“People of Faith” an unhelpful label

1 But understand this, that in the last days there will come times of difficulty. 2 For people will be lovers of self, lovers of money, proud, arrogant, abusive, disobedient to their parents, ungrateful, unholy, 3 heartless, unappeasable, slanderous, without self-control, brutal, not loving good, 4 treacherous, reckless, swollen with conceit, lovers of pleasure rather than lovers of God, 5 having the appearance of godliness, but denying its power. Avoid such people.
— 2 Timothy 3:1–5

How have you heard the label “people of faith” used? We heard it a lot in the post–9/11 calls to community prayer services, etc. Now we hear it in the political realm as though all people of faith should all fall into ranks behind one policy or candidate!

Although it is meant to be helpful, it is not. As Joel Belz [WORLD magazine*] writes, I suppose it’s meant to refer to people who openly confess a sort of trust in some higher power. As such, it would include not just Christians (both Protestants and Catholic, both evangelical and liberal, both fervent and nominal), but Jews, Muslims, Hindus, Buddhists, Native Americans, and others too numerous and too diverse to mention. It is far too vague and ambiguous to be useful.

Let me draw out a few significant problems with this label, as inspired by Belz’s article and the Word of God.

This label is too broad in assuming all who would wear it have more in common than not. Do all people who believe in “some higher power” fit into a single category? Try an internet search for “people of faith” and see the huge diversity of those who use the label!
It should be narrowed by clarifying the key term, FAITH. Who is the object of this faith? And what is the nature of this faith? Of course, the answers given will show the inherent diversity of the group.

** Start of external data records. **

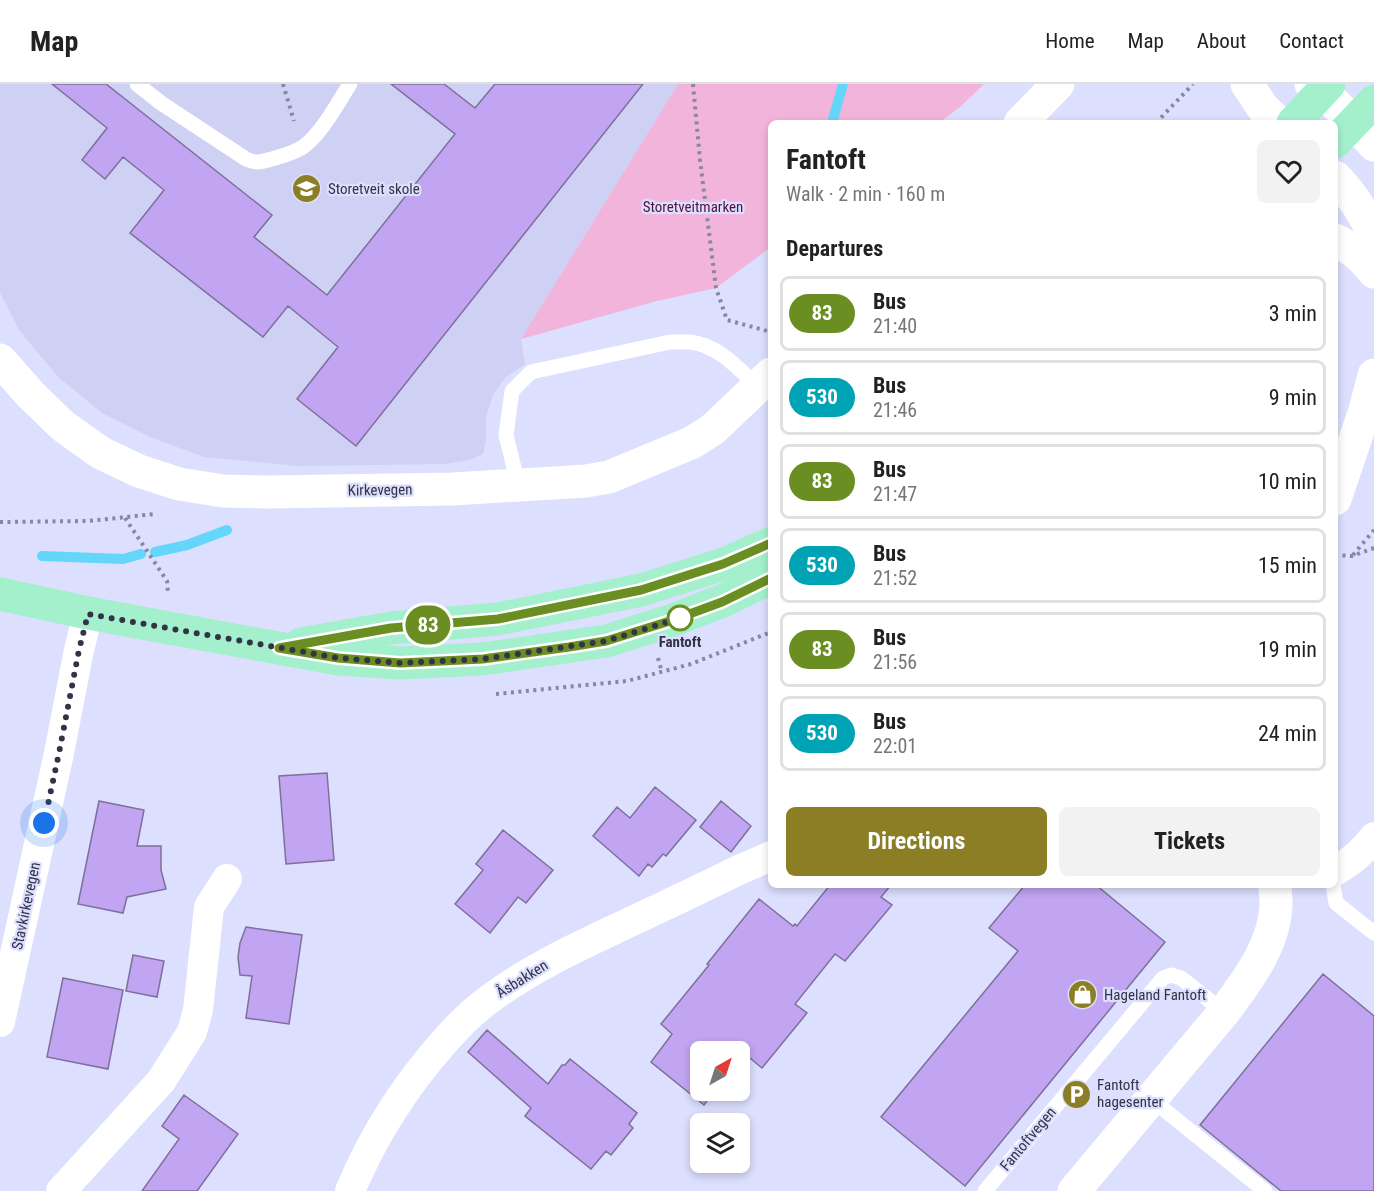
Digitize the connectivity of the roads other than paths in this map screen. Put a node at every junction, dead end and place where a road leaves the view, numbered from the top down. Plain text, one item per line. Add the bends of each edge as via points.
1 (137, 84) edge
2 (350, 84) edge
3 (1058, 84) edge
4 (1247, 84) edge
5 (1321, 87) edge
6 (1023, 120) edge
7 (1276, 120) edge
8 (1295, 120) edge
9 (1359, 127) edge
10 (1338, 180) edge
11 (1374, 235) edge
12 (1338, 241) edge
13 (1374, 272) edge
14 (0, 360) edge
15 (1374, 375) edge
16 (764, 380) edge
17 (518, 484) junction
18 (1338, 490) edge
19 (768, 544) edge
20 (768, 579) edge
21 (0, 594) edge
22 (88, 614) junction
23 (279, 648) junction
24 (1374, 837) edge
25 (768, 857) edge
26 (1338, 869) edge
27 (228, 879) dead end
28 (1275, 888) edge
29 (1334, 888) edge
30 (1374, 933) edge
31 (1224, 1012) junction
32 (0, 1022) edge
33 (1151, 1099) junction
34 (62, 1191) edge
35 (350, 1191) edge
36 (985, 1191) edge
37 (1074, 1191) edge
38 (1265, 1191) edge

1 - 2 lane via 255,163 302,148
3 - 6 street
4 - 7 street
5 - 8 main road
5 - 9 street
10 - 11 street
12 - 13 street via 1349,246
14 - 17 street, Kirkevegen via 63,426 101,453 179,484 223,491 270,492
15 - 18 street
16 - 17 street, Kirkevegen via 712,430 691,443 609,477 586,482
16 - 17 lane via 719,352 692,342 670,342 531,372 512,391 506,435
19 - 23 main road via 723,564 641,590 498,619 391,628
20 - 23 main road via 722,602 606,641 483,659 400,663
21 - 22 main road
22 - 23 main road
22 - 32 street, Stavkirkevegen
24 - 26 street
25 - 35 street, Åsbakken via 561,954 489,999 422,1067 392,1110
27 - 34 street via 209,907 192,1032 162,1081
28 - 31 street via 1276,905 1264,953
29 - 30 lane via 1336,903
31 - 33 street
31 - 36 lane, Fantoftvegen via 1181,978 1163,978
33 - 37 street
33 - 38 lane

Christians must not shrink back from expressing their faith in the God of the Bible, who created heaven and earth and all that is in them; who exists as a Holy Trinity: Father, Son and Holy Spirit. He is most clearly revealed in Christ Jesus and the Bible. (2 Corinthians 11:3–4, & 13–15).

Christians would do well to search in the NT for the phrase “the faith” and study it’s significance. Our faith is a system of doctrines and belief which stands on the special revelation of God to us in His Word.

Is not every human being a religious person? Belz writes, Everything we do is a sorting out of where different ones of us put our ultimate confidence. Are New Agers “people of faith”? What about people who devote their whole lives to the pursuit of material success? What of those who sincerely worship the gods of science or research or education? The faith of all these folks is often not just profound, but zealous.2

The label “people of faith” is used because it is vague. The public is so given over to “tolerance” and political correctness, that it does not desire specificity or precision in personal beliefs — such things do not matter, and are only divisive, we’re told. This vagueness is really a cloud aimed to diffuse or obscure the reality of the Lordship of Jesus Christ. His presence in the public square calls men to account. When Christians make Christ central to their fellowship choices, they will often stand alone.

So what shall we do? Christians should avoid invitations to “join with people of faith” on most occasions, which will only serve to blur the importance of the biblical faith we profess. If you do gather in common cause, do not profane your precious faith.

2 Timothy 2:8–9
“8 Remember Jesus Christ, risen from the dead, the offspring of David, as preached in my gospel, 
9 for which I am suffering, bound with chains as a criminal. But the word of God is not bound!.”

*ROOTS vs. SHOOTS; The “people of faith” label contains both poisonous and edible plants, by Joel Belz, WORLD, August 05, 2006; Vol. 21, No. 30.